From the records below, determine the number of lines containing "Rejo". Output that number alone.
┄┄┄┄┄┄┄┄┄┄┄┄┄┄┄┄┄┄┄┄
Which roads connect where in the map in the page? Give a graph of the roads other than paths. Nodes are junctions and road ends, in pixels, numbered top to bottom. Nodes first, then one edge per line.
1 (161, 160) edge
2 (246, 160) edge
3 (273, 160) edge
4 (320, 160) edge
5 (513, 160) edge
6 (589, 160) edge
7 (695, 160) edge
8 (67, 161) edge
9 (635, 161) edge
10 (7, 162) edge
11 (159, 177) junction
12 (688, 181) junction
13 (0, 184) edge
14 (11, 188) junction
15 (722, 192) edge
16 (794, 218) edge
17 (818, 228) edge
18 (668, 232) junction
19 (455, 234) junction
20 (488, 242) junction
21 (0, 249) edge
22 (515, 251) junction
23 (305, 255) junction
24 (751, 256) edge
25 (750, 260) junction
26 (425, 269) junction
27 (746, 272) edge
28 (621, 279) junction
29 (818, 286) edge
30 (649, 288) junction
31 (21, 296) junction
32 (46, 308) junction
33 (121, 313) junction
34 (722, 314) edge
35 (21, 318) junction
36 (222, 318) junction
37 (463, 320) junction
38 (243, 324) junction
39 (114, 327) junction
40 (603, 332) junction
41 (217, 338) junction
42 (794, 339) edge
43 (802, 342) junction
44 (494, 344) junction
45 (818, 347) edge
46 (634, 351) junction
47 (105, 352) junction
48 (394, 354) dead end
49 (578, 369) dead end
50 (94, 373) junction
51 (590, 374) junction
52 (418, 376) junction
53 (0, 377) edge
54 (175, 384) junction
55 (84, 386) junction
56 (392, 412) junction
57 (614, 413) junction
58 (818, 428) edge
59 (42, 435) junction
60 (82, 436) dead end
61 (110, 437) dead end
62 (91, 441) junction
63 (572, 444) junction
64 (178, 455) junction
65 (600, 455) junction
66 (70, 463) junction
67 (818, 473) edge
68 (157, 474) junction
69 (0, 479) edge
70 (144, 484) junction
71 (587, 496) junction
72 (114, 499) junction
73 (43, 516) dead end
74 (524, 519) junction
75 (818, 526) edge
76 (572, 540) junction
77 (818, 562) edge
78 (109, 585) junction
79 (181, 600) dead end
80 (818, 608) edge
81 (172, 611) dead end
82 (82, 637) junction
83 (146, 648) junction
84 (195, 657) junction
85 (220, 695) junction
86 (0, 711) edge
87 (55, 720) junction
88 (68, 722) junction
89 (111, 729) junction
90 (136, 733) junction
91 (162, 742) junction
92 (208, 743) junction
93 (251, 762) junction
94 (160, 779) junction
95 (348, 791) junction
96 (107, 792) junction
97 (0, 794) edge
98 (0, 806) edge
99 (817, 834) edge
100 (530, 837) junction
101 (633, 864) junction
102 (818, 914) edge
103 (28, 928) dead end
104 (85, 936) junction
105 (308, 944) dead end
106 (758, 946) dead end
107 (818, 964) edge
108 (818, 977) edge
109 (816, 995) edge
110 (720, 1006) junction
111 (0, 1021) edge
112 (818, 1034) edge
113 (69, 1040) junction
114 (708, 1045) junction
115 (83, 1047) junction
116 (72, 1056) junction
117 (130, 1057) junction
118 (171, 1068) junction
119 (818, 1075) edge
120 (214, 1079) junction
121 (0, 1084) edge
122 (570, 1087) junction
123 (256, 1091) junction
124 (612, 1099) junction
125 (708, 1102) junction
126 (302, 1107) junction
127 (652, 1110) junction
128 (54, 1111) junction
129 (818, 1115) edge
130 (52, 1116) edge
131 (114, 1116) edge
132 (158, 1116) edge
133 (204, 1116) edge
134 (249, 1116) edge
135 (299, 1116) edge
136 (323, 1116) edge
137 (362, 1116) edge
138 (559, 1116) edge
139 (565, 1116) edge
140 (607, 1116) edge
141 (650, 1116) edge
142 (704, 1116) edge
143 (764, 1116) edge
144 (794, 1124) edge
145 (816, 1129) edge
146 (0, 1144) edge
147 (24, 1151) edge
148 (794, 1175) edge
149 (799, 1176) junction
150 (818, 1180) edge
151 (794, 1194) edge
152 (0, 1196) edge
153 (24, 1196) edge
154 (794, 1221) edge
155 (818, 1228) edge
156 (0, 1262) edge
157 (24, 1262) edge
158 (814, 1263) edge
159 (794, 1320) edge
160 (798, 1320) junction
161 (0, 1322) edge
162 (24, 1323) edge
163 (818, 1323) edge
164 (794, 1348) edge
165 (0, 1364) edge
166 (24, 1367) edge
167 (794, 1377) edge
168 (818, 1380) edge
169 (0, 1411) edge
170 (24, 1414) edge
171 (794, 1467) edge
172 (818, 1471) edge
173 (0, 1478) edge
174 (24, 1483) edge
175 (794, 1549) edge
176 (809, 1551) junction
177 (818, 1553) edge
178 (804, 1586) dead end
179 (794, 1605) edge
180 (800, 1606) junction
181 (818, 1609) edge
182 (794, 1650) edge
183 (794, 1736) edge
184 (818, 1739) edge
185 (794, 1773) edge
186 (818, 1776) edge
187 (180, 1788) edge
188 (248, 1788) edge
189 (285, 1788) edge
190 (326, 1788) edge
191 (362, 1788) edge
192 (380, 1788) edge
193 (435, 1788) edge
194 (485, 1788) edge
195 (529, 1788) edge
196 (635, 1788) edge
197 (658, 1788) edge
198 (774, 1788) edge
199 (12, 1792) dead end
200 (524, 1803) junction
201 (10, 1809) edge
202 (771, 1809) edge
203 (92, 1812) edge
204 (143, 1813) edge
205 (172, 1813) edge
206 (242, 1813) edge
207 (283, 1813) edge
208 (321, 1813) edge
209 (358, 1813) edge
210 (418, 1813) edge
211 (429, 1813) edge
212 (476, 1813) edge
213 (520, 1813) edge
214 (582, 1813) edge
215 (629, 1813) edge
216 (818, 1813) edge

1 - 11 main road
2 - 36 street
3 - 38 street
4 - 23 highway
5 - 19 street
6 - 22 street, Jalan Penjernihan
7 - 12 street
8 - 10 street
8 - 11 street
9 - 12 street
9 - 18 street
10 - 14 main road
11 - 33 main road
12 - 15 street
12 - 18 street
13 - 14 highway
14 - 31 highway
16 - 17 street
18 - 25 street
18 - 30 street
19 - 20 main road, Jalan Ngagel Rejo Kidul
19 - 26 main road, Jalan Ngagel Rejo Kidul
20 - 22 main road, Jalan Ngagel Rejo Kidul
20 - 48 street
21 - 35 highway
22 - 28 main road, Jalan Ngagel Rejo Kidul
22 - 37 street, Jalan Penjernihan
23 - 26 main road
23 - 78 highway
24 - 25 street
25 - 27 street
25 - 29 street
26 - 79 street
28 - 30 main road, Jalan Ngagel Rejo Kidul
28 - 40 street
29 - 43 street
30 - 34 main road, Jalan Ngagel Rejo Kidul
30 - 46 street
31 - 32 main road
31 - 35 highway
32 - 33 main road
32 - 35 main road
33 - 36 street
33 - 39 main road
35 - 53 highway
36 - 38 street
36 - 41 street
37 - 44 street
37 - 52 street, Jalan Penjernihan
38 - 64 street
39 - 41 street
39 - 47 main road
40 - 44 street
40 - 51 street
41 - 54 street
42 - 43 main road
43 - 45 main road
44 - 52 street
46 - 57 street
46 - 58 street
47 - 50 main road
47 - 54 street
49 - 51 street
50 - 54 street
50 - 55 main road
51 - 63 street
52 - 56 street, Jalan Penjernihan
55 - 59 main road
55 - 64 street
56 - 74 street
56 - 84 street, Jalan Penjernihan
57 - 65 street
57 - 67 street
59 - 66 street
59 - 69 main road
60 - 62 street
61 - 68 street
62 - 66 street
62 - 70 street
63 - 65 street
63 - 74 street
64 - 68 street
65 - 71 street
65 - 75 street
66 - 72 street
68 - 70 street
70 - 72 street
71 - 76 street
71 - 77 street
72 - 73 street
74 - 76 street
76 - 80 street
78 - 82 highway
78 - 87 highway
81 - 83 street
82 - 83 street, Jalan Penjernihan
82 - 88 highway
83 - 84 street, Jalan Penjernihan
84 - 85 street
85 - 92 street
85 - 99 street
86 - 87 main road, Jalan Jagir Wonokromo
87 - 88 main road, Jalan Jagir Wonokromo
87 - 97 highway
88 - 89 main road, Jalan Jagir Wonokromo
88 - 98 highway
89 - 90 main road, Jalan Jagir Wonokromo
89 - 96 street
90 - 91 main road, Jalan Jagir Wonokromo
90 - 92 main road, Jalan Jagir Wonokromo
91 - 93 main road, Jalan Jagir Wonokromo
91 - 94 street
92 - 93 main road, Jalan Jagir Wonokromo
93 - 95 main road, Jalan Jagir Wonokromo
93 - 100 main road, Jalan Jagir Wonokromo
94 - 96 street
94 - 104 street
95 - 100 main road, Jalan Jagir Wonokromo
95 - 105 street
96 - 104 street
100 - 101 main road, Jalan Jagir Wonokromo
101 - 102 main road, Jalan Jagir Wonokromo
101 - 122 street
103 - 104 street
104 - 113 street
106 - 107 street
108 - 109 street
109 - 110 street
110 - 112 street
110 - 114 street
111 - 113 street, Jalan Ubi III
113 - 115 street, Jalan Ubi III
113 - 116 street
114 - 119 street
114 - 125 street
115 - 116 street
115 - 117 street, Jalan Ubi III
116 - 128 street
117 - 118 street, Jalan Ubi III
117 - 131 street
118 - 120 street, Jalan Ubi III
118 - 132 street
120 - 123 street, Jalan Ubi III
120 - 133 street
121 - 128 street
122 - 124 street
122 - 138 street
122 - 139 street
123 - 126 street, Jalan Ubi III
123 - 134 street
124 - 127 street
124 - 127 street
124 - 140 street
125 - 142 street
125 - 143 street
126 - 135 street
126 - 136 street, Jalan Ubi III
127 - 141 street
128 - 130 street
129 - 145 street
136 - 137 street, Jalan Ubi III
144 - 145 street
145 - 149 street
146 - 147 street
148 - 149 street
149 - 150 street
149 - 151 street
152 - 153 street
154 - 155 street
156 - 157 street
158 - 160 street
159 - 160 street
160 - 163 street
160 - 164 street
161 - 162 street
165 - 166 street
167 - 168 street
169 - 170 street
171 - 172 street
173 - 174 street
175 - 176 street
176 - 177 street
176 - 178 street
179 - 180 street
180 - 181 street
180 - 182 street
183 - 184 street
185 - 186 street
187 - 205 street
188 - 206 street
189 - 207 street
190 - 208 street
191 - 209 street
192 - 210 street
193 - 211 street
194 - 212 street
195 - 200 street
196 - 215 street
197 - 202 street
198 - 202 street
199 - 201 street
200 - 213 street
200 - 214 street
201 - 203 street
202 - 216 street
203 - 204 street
┄┄┄┄┄┄┄┄┄┄┄┄┄┄┄┄┄┄┄┄
Solution to this task
6